→ **About this task**
Each line of the listing below that includes "SkTextEncoding" should be reported.

(Exercise input)

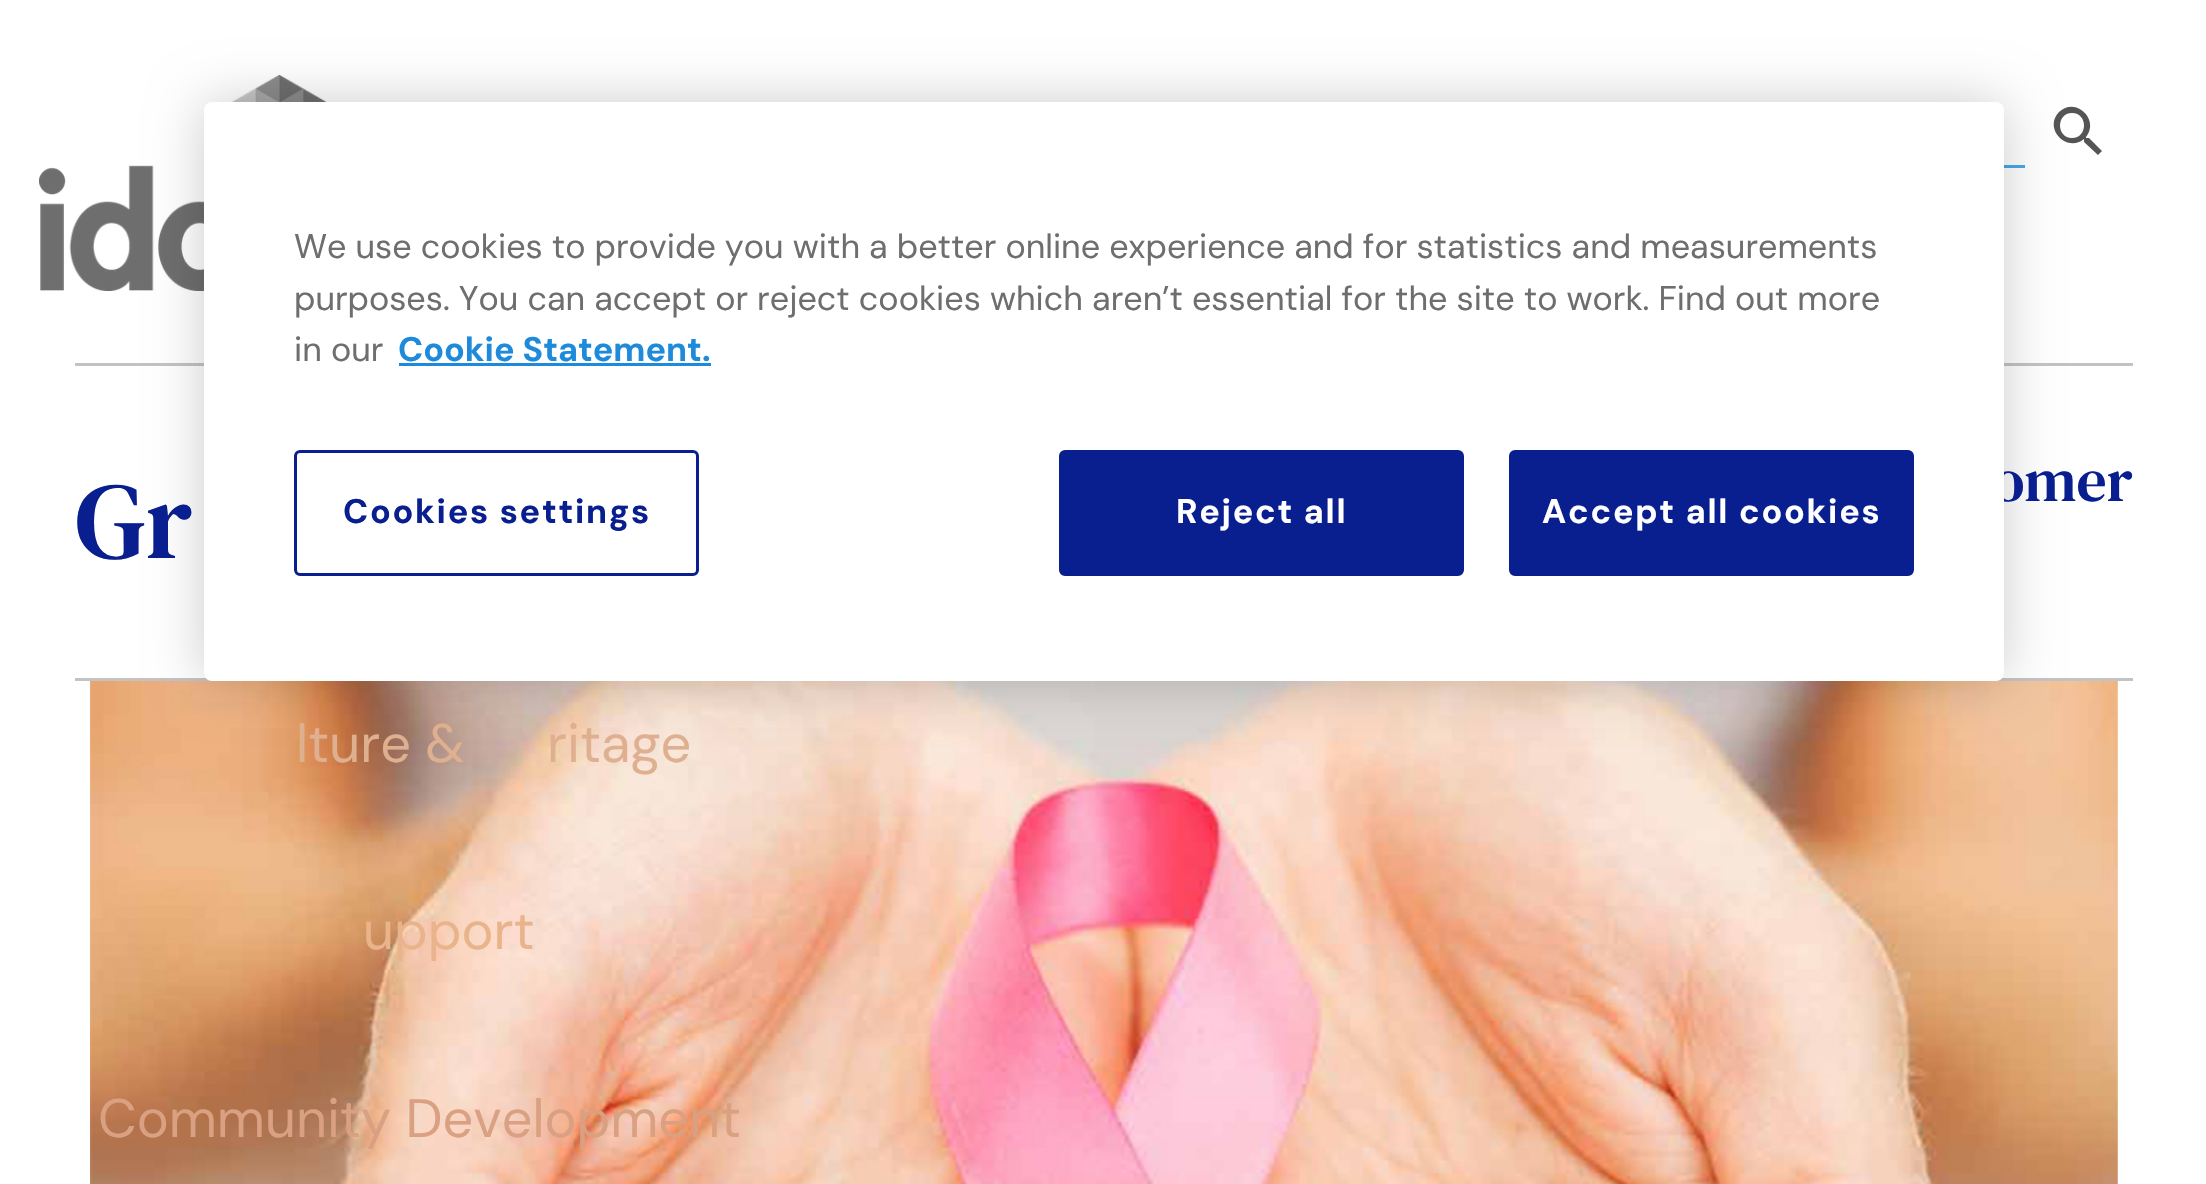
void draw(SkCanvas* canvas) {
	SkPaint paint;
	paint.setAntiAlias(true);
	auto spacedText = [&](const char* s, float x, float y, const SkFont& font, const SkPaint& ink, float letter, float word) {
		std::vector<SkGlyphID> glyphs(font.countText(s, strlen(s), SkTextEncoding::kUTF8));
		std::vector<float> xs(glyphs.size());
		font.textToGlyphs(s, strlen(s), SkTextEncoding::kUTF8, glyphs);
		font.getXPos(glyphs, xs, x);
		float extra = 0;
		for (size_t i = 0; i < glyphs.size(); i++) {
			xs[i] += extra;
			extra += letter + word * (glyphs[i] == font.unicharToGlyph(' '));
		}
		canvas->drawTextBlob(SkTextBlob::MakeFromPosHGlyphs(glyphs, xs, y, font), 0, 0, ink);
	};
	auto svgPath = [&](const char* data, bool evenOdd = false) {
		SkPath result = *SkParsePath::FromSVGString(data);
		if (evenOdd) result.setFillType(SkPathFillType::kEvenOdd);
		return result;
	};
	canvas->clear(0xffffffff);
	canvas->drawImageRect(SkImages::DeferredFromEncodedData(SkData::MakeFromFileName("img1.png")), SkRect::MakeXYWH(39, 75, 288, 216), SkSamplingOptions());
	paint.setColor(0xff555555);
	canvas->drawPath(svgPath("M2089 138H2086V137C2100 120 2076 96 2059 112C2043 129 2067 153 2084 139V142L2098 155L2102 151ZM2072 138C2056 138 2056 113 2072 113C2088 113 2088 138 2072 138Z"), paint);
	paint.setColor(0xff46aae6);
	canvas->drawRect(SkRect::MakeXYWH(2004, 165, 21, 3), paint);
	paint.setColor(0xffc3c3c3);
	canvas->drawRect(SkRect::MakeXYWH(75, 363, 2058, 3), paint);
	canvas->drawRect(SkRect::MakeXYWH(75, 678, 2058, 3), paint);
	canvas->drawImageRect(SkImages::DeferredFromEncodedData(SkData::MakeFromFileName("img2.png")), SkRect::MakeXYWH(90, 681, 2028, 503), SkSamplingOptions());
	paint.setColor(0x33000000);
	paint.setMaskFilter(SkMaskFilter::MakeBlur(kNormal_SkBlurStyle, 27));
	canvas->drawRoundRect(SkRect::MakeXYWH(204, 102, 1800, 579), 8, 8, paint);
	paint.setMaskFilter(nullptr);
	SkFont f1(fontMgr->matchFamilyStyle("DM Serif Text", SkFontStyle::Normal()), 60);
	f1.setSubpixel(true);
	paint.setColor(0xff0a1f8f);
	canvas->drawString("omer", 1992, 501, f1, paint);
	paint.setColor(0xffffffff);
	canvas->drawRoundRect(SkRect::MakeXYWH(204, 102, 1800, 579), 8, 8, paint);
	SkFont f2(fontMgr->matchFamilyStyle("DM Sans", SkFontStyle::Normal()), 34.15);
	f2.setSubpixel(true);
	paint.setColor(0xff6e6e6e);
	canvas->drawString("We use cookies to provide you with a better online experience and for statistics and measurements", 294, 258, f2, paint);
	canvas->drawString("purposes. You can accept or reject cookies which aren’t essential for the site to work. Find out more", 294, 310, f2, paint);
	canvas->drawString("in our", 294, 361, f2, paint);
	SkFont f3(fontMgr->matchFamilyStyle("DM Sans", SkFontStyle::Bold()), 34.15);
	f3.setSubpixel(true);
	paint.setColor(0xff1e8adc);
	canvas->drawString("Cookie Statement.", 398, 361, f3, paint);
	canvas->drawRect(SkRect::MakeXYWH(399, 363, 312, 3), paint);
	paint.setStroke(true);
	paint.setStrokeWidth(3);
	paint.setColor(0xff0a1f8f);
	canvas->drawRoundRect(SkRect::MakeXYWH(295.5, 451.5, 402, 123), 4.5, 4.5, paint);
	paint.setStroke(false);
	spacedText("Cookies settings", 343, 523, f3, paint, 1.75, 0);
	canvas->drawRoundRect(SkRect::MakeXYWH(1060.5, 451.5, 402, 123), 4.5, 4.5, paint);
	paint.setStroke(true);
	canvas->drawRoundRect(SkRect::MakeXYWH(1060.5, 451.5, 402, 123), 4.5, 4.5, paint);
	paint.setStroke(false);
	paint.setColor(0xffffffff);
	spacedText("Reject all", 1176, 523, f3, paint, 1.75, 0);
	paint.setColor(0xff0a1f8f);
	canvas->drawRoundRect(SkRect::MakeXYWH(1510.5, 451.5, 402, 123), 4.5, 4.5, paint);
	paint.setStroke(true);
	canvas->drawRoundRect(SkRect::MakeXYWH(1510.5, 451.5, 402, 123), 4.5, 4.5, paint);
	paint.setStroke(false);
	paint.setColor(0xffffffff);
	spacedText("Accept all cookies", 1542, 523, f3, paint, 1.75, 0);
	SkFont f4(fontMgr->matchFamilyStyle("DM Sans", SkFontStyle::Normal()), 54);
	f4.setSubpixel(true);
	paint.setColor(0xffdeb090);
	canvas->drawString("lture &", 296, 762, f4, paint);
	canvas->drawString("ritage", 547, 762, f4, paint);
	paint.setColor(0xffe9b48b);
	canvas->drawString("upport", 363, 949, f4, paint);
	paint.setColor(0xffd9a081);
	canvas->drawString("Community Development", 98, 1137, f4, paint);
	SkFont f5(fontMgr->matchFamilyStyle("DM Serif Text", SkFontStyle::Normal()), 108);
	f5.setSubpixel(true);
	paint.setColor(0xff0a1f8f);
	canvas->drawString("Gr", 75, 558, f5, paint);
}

(End Exercise input)

→ **Answer for this exercise**
		std::vector<SkGlyphID> glyphs(font.countText(s, strlen(s), SkTextEncoding::kUTF8));
		font.textToGlyphs(s, strlen(s), SkTextEncoding::kUTF8, glyphs);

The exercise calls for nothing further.